** Opening EXTRACTED RECORDS block **

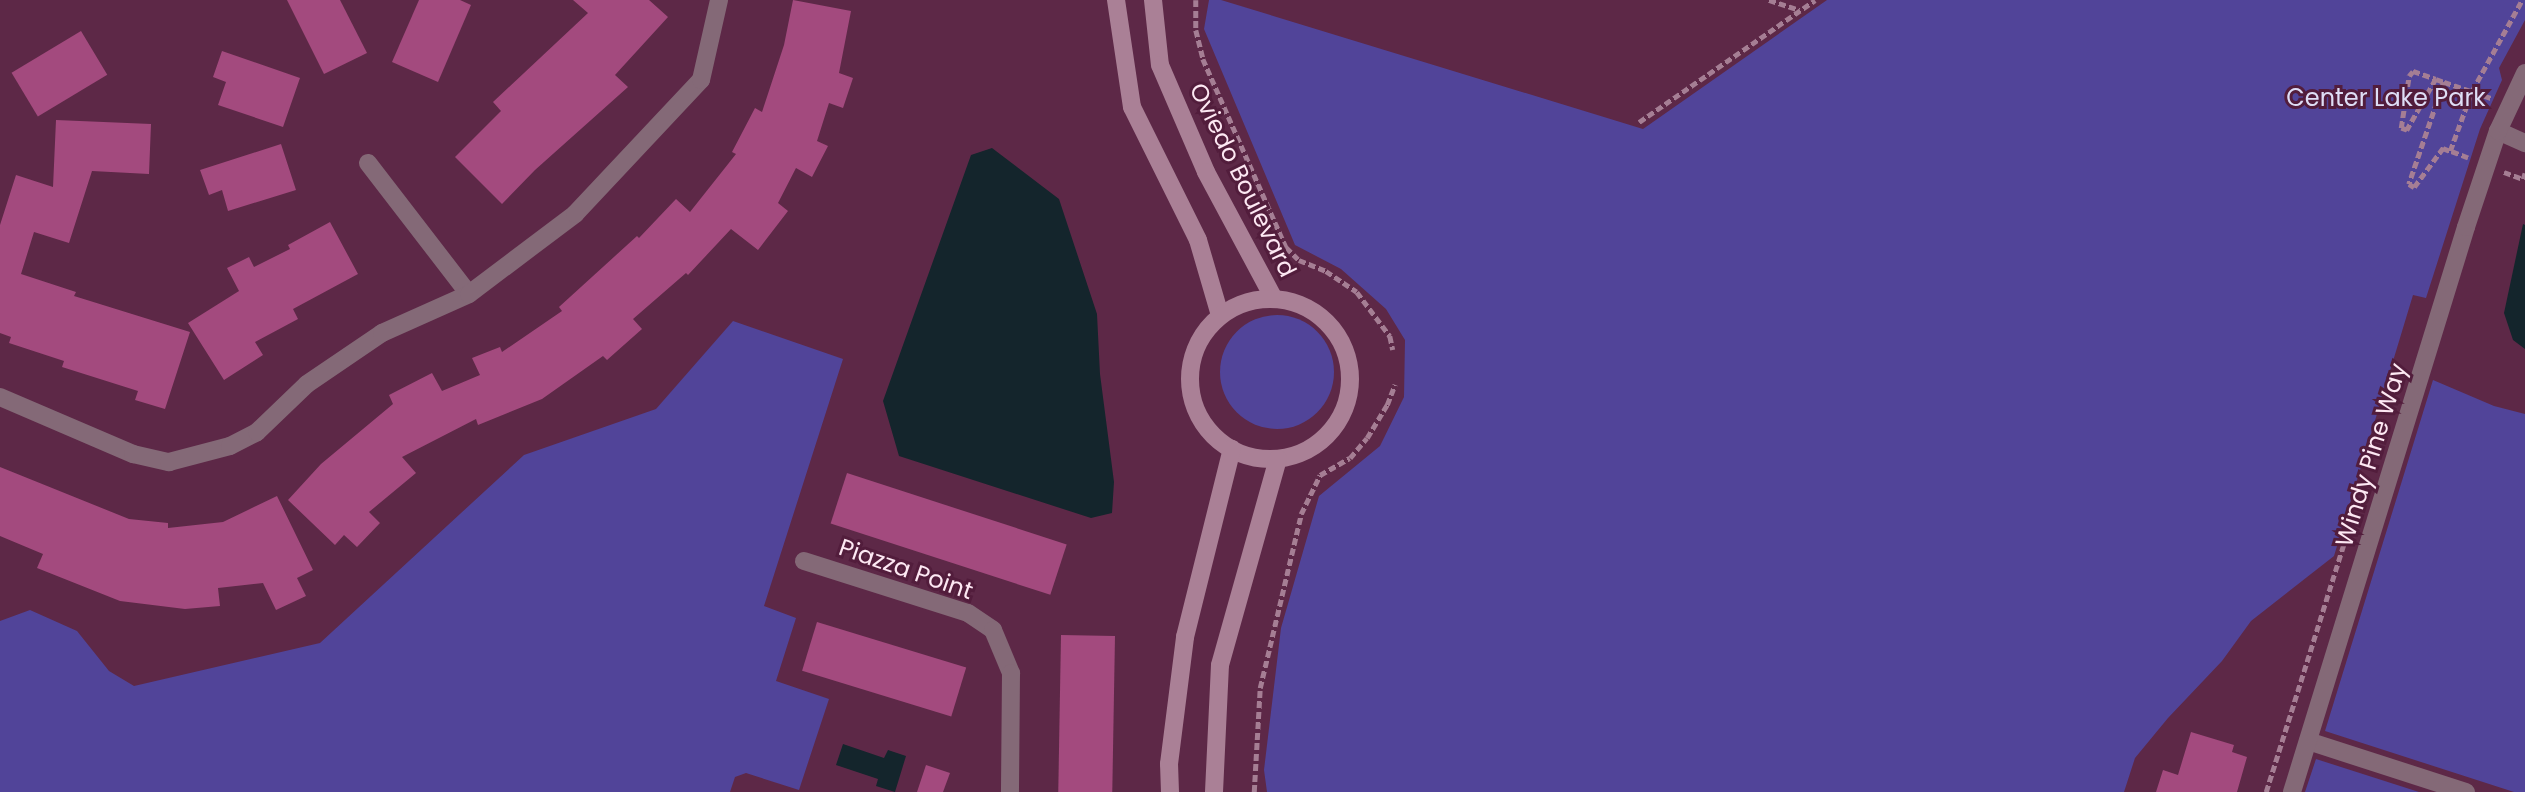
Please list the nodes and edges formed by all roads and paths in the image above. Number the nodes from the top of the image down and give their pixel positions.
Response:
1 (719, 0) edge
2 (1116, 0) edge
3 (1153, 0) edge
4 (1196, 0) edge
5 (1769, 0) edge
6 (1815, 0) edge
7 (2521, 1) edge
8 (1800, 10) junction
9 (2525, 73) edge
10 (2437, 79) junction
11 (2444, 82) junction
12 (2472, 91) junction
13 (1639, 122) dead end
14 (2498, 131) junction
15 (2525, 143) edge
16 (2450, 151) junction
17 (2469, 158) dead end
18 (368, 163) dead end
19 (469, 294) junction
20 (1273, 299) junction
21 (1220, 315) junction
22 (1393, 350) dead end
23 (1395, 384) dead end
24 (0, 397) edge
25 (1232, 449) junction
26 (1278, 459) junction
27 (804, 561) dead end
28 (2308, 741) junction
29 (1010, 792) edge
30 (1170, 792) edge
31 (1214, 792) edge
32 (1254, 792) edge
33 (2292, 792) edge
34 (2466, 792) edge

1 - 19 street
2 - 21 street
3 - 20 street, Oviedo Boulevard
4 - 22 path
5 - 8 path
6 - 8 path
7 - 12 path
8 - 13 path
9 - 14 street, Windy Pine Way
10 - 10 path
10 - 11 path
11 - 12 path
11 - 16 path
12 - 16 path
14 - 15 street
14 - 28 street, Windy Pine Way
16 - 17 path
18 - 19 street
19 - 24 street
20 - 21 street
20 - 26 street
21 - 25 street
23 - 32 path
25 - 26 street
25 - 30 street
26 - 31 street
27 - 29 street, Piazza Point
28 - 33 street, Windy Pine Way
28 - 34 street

** Closing EXTRACTED RECORDS block **

→ THE TASK
Repeat the data above exactly, but not the pictures.

→ WRITTEN ANSWER
Please list the nodes and edges formed by all roads and paths in the image above. Number the nodes from the top of the image down and give their pixel positions.
Response:
1 (719, 0) edge
2 (1116, 0) edge
3 (1153, 0) edge
4 (1196, 0) edge
5 (1769, 0) edge
6 (1815, 0) edge
7 (2521, 1) edge
8 (1800, 10) junction
9 (2525, 73) edge
10 (2437, 79) junction
11 (2444, 82) junction
12 (2472, 91) junction
13 (1639, 122) dead end
14 (2498, 131) junction
15 (2525, 143) edge
16 (2450, 151) junction
17 (2469, 158) dead end
18 (368, 163) dead end
19 (469, 294) junction
20 (1273, 299) junction
21 (1220, 315) junction
22 (1393, 350) dead end
23 (1395, 384) dead end
24 (0, 397) edge
25 (1232, 449) junction
26 (1278, 459) junction
27 (804, 561) dead end
28 (2308, 741) junction
29 (1010, 792) edge
30 (1170, 792) edge
31 (1214, 792) edge
32 (1254, 792) edge
33 (2292, 792) edge
34 (2466, 792) edge

1 - 19 street
2 - 21 street
3 - 20 street, Oviedo Boulevard
4 - 22 path
5 - 8 path
6 - 8 path
7 - 12 path
8 - 13 path
9 - 14 street, Windy Pine Way
10 - 10 path
10 - 11 path
11 - 12 path
11 - 16 path
12 - 16 path
14 - 15 street
14 - 28 street, Windy Pine Way
16 - 17 path
18 - 19 street
19 - 24 street
20 - 21 street
20 - 26 street
21 - 25 street
23 - 32 path
25 - 26 street
25 - 30 street
26 - 31 street
27 - 29 street, Piazza Point
28 - 33 street, Windy Pine Way
28 - 34 street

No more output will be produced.